Malgré une réserve de brames – un produit semi-fini – constituée pour assurer l’approvisionnement jusqu’à l’arrivée d’une éventuelle cargaison de coke, les conséquences de cette rupture pèseront lourd sur la production. «Nous serons forcés de mettre à l’arrêt le haut-fourneau, en attendant une hypothétique cargaison de coke pour le relancer. C’est une absence de prévisions inadmissible qui coûtera très cher au complexe», confie un ingénieur de l’ex-Sider El Hadjar. La rupture de stock n’affectera pas seulement le HF2, mais entraînera également l’arrêt des unités en aval, notamment les aciéries à oxygène 1 et 2 ainsi que l’unité de rond à béton (LRB) après l’épuisement des réserves de brames.
Cette situation intervient alors que le PDG du complexe est en prison depuis 29 octobre 2024, après avoir été placé sous mandat de dépôt par le magistrat instructeur près le pôle économique de Sidi M’hamed d’Alger. L’intérim est assuré par un ingénieur, chargé de la production. Il a été désigné par le PDG du groupe SNS (ex-Imetal) en attendant la nomination d’un nouveau directeur général. Selon un décompte officiel, le haut-fourneau a connu 152 arrêts en 2024, soit une moyenne de 12 arrêts par mois. Ce chiffre record, inédit dans l’histoire des hauts-fourneaux à travers le monde, impacte directement la productivité et les coûts. «Les arrêts répétés provoquent une consommation excessive de coke par tonne de fonte produite, ce qui fait grimper les coûts de production bien au-delà des normes internationales.
Pire encore, la durée de vie du haut-fourneau est compromise, réduisant sa campagne de 15 à seulement 10 ans», analyse Ahmed, un ingénieur en métallurgie. Les résultats de production illustrent cette dégradation : sur un objectif de 600 000 tonnes de fonte liquide, seules 368 424 tonnes ont été réalisées en 2024, soit un taux d’atteinte de seulement 61%. La production totale de produits finis ne représente que 273 626 tonnes, soit 49% des objectifs fixés.
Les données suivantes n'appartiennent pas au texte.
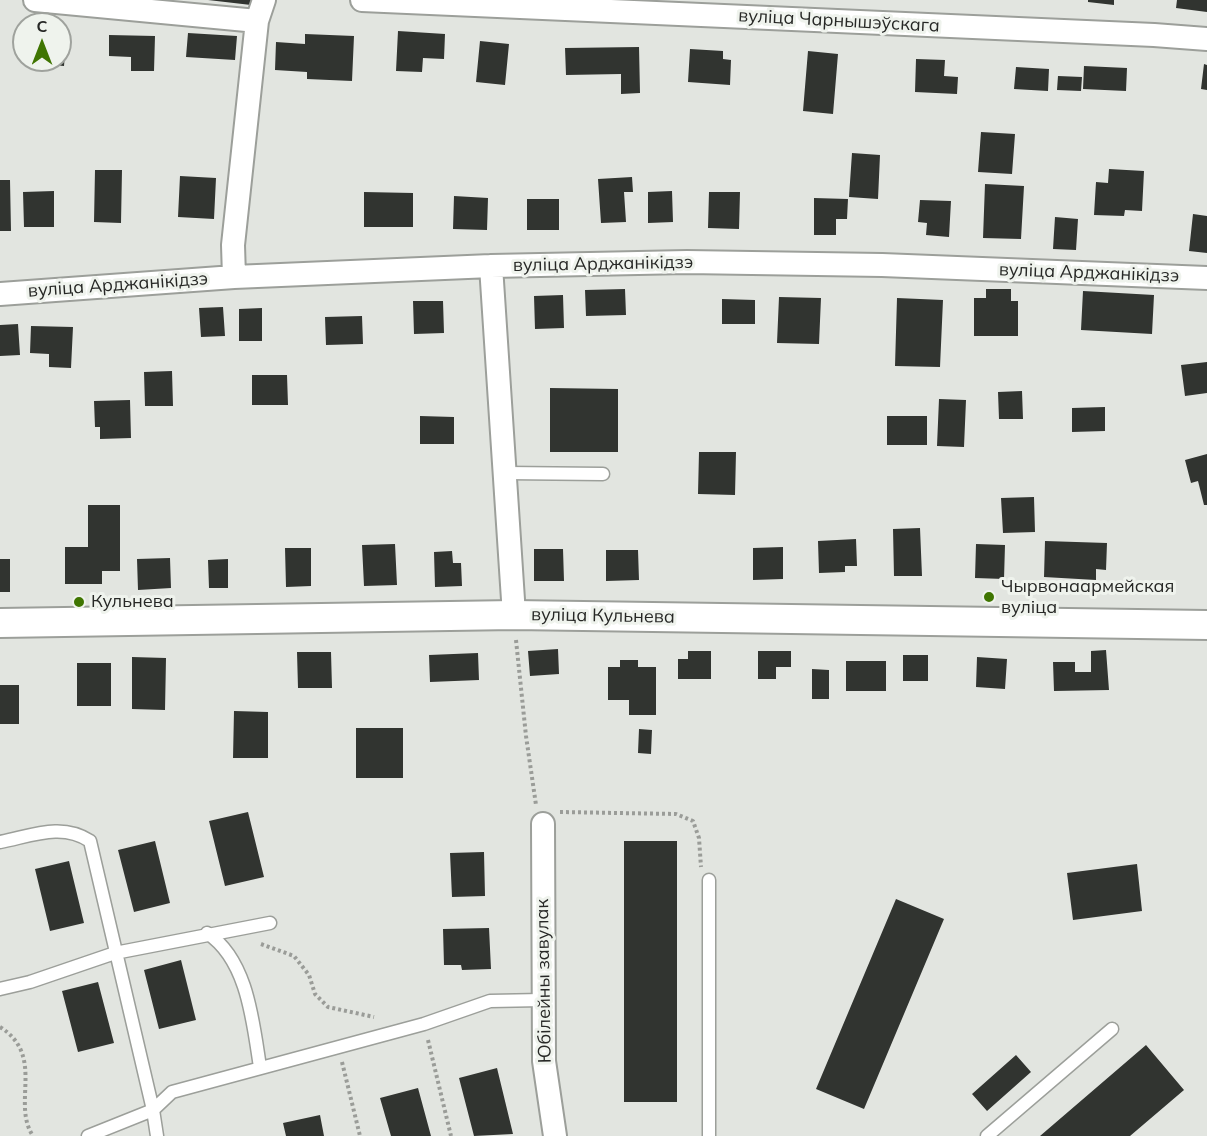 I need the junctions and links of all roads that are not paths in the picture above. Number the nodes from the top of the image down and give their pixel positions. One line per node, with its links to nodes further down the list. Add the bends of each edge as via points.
1 (35, 0): 3 (street)
2 (362, 0): 4 (street, вуліца Чарнышэўскага)
3 (260, 10): 6 (street, via 233,245)
4 (1207, 39)
5 (491, 266): 6 (street, вуліца Арджанікідзэ); 7 (street, вуліца Арджанікідзэ, via 687,262 882,265); 9 (street)
6 (234, 277): 8 (street, вуліца Арджанікідзэ)
7 (1207, 278)
8 (0, 294)
9 (506, 473): 10 (lane); 12 (street)
10 (603, 474)
11 (0, 623): 12 (street, вуліца Кульнева)
12 (514, 624): 13 (street, вуліца Кульнева)
13 (1207, 625)
14 (540, 818): 21 (street, Юбілейны завулак)
15 (0, 843): 19 (lane, via 60,830 76,832 90,841)
16 (710, 880): 28 (lane)
17 (270, 923): 18 (lane)
18 (207, 933): 19 (lane); 23 (lane, via 221,943 252,1011)
19 (115, 953): 20 (lane); 24 (lane)
20 (0, 989)
21 (542, 1000): 23 (lane, via 490,1001 424,1024); 27 (street, Юбілейны завулак, via 544,1061)
22 (1112, 1029): 29 (lane)
23 (260, 1068): 24 (lane, via 172,1092)
24 (153, 1110): 25 (lane); 26 (lane)
25 (88, 1136)
26 (157, 1136)
27 (555, 1136)
28 (710, 1136)
29 (987, 1136)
LA ZONE CHAUDE NON PERFORMANTE
Quant à la fonte en fosse, un record a été enregistré cette année. En effet, quelque 30 000 tonnes ont été versées dans la fosse. La zone chaude, cœur névralgique de la production, a pourtant bénéficié d’un investissement colossal de 400 millions de dollars en 2017. Cependant, elle reste le principal foyer des arrêts, ce qui suscite de vives critiques envers les responsables maintenus ou promus malgré des résultats en deçà des attentes. «Avec ces résultats, le complexe d’El Hadjar vient de connaître sa pire année de production depuis sa création, malgré une conjoncture de marché favorable et son monopole sur les produits plats. Cette situation a contraint l’Etat à débourser d’importantes sommes en devises pour importer des produits que Sider aurait pu fabriquer localement.
Une production nationale suffisante aurait permis de répondre aux besoins de l’industrie locale, augmentant ainsi le taux d’intégration de nombreux produits manufacturés, notamment dans les secteurs de l’électroménager, des tubes, de la carrosserie et des produits galvanisés à forte valeur ajoutée. Or, la ligne de galvanisation a été quasiment paralysée, atteignant une production de seulement 23 000 tonnes sur une capacité annuelle de plus de 100 000 tonnes, au bénéfice des importateurs», regrettent des cadres de l’entreprise. Les travailleurs pointent du doigt les membres du conseil d’administration, notamment ceux du comité de participation, accusés d’avoir cautionné les décisions controversées de l’ex-PDG, en prison depuis octobre dernier.
La rupture du stock de coke n’est que la partie émergée de l’iceberg. D’autres produits consommables stratégiques sont également menacés d’épuisement, aggravant la situation. Avec ses 6200 employés, Al Solb El Hadjar représente un pilier de l’économie régionale. Pourtant, l’incapacité des dirigeants à gérer les besoins essentiels du complexe suscite des doutes sur l’avenir de l’usine. «Comment garantir la pérennité d’une entreprise aussi importante alors que ses dirigeants échouent à anticiper les besoins de base comme le coke ?» s’interrogent les travailleurs.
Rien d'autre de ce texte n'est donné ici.